“There are no longer any great jobs where someone else tells you precisely what to do.”
That’s a quote from bestselling author Seth Godin from his latest book, Linchpin, in which he describes how the best, most satisfied workers these days have become indispensible. They take initiative, propose ideas, and get the job done.
In a recent blog, Godin described why being this kind of worker may be so vital in the years to come. “There are actually two recessions: The first is the cyclical one, the one that inevitably comes and then inevitably goes. There's plenty of evidence that intervention can shorten it, and also indications that overdoing a response to it is a waste or even harmful. The other recession, though, the one with the loss of ‘good factory jobs’ and systemic unemployment--I fear that this recession is here forever.

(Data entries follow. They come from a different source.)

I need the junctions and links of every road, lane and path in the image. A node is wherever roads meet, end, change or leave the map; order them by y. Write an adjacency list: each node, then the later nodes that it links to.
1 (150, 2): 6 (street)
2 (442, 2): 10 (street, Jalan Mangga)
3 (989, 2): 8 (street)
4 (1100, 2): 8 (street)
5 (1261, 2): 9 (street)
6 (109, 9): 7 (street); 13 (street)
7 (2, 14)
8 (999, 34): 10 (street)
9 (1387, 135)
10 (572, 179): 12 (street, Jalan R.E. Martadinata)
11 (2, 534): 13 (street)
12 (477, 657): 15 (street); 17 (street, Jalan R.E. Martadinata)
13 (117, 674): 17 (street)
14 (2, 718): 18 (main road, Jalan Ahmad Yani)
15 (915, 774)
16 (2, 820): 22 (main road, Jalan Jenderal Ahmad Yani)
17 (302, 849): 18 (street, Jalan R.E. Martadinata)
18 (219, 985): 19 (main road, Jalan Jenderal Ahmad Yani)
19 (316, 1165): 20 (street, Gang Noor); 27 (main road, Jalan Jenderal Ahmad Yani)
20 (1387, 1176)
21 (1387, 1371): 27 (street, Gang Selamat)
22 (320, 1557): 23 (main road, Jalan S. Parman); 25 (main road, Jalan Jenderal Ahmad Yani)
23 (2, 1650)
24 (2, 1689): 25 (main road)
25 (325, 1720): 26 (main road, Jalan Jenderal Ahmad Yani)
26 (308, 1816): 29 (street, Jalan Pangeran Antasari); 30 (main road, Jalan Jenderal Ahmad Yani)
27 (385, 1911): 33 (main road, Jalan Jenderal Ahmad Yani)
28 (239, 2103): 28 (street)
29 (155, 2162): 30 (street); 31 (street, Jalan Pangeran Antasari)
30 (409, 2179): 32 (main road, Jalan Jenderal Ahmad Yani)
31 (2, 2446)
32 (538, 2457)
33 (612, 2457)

Why do we believe that jobs where we are paid really good money to do work that can be systemized, written in a manual and/or exported are going to come back ever?”
I’m not entirely onboard with his line of thinking. Yes, if a job can be automated cost-effectively, it will be eventually, and technology has indeed eliminated a lot of those stereotypical “good factory jobs.” But offshoring doesn’t necessarily make manufacturing less expensive, and factories now have plenty of jobs available--just not the kind Godin is probably referring to.
According to Deloitte and the Manufacturing Institute, this economy--with its 9 percent unemployment rate--has about 600,000 open manufacturing jobs that remain unfilled, simply because employers can’t find people with the right skills. And just look at the job board at the Fabricators & Manufacturers Association web site. New jobs appear continually.
Admittedly, these jobs require skills that aren’t easy to obtain. Engineering isn’t an easy major, and metal fabrication can’t be learned overnight. Manufacturing doesn’t offer a quick fix for our economy. But because it’s not quick, I believe it actually may be more sustainable.
Godin has built a reputation as a media and marketing guru. Media and marketing are the most visible industries because, of course, media and marketers constantly communicate. If they stop communicating, they stop making money. Their personal experience, though, often shapes their views. Many in media--including myself--spend much of the day in front of the laptop and on the phone. This explains some of Godin’s prose in his recent blog:
“When everyone has a laptop and connection to the world, then everyone owns a factory. Instead of coming together physically, we have the ability to come together virtually, to earn attention, to connect labor and resources, to deliver value.”
I write and edit for a living. All my work happens on-screen. So yes, I suppose I “own” a virtual factory of sorts. But I also know that millions do not spend their days in front of a laptop. They’re on thousands of shop floors that dot the country. They create value by analyzing manufacturability, developing new processes, suggesting new ones, and throwing out old ones. They create value the old-fashioned way: They actually make things.
Godin identifies a factory job of the industrial age as one that employs a person who does repetitive work, keeps his head down, and doesn’t ask questions. I agree with Godin here; that kind of job is fading away. But this doesn’t apply to manufacturing as a whole.
Manufacturers need trained workers who think. Indeed, a recent survey from FMA said that workers with leadership skills--those who take initiative and question the status quo--are the most valued and most difficult to find. I think Godin and others like him would relate well to these technical leaders, those with strong technical skills who make change happen. And these people actually work in real factories, not virtual ones from a laptop.
Many in mass media and marketing probably don’t visit manufacturers often. They don’t talk to workers and supervisors. They don’t know how dynamic their jobs really are. They just know that millions have lost their jobs and assume manufacturing isn’t the answer for economic growth.
That’s an understandable assumption, but one that may lack some perspective. The sector has shrunk significantly, to be sure, but its demand for skill has only grown. Manufacturing has led the country out of the recession, and it now has 600,000 jobs to offer those with the right skills. If that doesn’t represent an opportunity for economic growth, I don’t know what does.